Drugs and Alcohol Addiction counselling in Brighton and Hove
Residential Services for Addiction
Where a person is using alcohol and/or drugs to the extent that they have little if any personal control, then a residential treatment centre may help them to safely undergo a detox programme and begin a process of “learning to live,” without the use of alcohol and drugs. Hove Counselling Practice can offer information about residential services available in Sussex. Please contact us if you would like to find out more.

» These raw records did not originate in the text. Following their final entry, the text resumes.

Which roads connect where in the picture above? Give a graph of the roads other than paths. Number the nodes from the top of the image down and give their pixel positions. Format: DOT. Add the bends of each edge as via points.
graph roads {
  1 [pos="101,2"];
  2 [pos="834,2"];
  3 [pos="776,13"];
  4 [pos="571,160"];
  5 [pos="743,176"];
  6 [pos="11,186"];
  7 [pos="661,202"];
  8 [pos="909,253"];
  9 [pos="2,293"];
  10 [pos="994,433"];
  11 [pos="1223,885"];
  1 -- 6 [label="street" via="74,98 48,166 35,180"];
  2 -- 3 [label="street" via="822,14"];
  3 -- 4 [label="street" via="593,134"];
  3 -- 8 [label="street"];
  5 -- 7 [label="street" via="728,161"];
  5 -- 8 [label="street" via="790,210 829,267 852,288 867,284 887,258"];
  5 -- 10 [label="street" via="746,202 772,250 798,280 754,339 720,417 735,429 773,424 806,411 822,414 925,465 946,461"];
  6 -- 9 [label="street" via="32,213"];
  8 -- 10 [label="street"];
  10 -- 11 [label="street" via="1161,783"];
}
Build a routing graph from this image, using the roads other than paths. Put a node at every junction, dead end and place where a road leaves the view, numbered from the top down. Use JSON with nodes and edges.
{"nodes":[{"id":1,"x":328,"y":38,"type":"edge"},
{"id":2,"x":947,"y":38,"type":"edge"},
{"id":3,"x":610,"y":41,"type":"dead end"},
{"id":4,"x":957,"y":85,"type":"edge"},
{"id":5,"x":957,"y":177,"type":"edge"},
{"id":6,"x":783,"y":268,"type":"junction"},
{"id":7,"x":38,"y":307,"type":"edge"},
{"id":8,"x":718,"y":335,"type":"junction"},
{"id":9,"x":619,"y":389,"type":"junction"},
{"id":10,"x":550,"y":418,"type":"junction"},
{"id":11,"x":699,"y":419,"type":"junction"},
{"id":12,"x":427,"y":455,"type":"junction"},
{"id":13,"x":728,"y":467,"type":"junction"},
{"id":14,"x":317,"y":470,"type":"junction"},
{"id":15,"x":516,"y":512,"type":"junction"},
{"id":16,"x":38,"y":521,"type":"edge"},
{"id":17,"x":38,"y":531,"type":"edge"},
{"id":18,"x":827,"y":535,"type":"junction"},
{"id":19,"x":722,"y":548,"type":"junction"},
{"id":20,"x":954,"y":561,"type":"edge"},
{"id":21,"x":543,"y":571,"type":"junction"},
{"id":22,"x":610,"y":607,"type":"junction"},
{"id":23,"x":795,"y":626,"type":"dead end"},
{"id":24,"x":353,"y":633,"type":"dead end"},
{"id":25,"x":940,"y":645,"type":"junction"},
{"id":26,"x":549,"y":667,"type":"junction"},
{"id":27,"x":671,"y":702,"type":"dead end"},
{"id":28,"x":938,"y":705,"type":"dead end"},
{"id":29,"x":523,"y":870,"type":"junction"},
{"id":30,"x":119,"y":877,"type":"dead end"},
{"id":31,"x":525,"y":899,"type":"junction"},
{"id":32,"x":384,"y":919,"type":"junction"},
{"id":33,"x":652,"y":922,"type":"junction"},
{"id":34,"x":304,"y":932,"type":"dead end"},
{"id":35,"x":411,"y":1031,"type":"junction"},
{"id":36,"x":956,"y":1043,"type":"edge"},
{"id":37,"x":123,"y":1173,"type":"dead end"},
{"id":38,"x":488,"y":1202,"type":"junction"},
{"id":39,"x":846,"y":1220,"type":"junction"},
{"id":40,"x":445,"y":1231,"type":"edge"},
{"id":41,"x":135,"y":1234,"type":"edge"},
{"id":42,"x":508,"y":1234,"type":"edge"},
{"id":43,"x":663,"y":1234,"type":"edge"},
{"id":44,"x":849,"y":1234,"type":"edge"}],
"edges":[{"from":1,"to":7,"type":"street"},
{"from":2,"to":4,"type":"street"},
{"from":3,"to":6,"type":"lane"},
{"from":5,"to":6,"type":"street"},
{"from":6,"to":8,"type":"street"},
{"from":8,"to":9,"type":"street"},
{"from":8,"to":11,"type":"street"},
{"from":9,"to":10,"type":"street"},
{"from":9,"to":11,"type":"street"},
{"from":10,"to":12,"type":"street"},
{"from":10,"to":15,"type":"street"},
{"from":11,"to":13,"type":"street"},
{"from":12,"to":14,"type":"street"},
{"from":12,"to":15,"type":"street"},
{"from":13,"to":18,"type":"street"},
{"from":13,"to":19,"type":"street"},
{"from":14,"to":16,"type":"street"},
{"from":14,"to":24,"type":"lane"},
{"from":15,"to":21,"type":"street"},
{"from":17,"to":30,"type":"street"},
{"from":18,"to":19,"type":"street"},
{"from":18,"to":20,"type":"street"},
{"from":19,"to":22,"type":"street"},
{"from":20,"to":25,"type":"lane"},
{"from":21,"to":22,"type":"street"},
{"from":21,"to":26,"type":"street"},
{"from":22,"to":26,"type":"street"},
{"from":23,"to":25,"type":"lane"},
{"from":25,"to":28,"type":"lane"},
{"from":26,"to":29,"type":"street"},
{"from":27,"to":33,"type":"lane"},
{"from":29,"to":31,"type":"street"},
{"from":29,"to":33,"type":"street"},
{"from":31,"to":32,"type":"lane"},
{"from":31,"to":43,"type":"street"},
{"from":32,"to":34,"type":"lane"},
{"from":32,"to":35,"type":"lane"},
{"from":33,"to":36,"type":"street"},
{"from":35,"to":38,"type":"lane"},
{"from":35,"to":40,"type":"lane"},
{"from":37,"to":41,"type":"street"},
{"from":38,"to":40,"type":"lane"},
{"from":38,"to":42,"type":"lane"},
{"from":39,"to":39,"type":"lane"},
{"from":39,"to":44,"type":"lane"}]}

Individual Addiction Therapy in Brighton and Hove
Whether a person is emerging from residential treatment or starting to worry about their use of drugs and/or alcohol, individual therapy aims to engage a person’s relational capacities. By relating to a therapist, a person can learn how to start bearing extreme situations and distress without turning to drugs and alcohol, so gradually they begin to build evidence of personal control which may help to nurture a sense of pride and increasing well-being. Even though the process may be challenging with potential relapse experiences, treatment will not be judgemental and will reframe relapse as an important learning opportunity for growth, with ongoing encouragement and belief in the possibility of change. Family, friends or a partner may also be involved in therapy to explore support options in-between sessions.
Hove Problem Gambling Addiction Services
Addictive gambling is often hard to detect and may remain hidden to others for a long time. The compulsion to gamble can dominate a person’s mind, driving them to chase losses and lie to others about their addiction. They may gamble as an escape from feelings of guilt and shame and feel very irritable and frustrated if they attempt to reduce or stop their gambling.
Specialised Brighton addiction counselling approaches can help a person who is committed to stopping. In the first instance they will be encouraged to engage someone else to take control of their money and to take advantage of self-exclusion methods, to limit access to gambling. Once these measures are in place, gambling addiction therapy in Brighton and Hove will focus on a person’s underlying motives for gambling, as well as exploring other ways of distracting and engaging their mind. Goals may be set in-between sessions, to help challenge and guide a person along a path of change. Close friends, partners and family members may also be involved in treatment, to help support a problem gambler in addressing new lifestyle behaviours.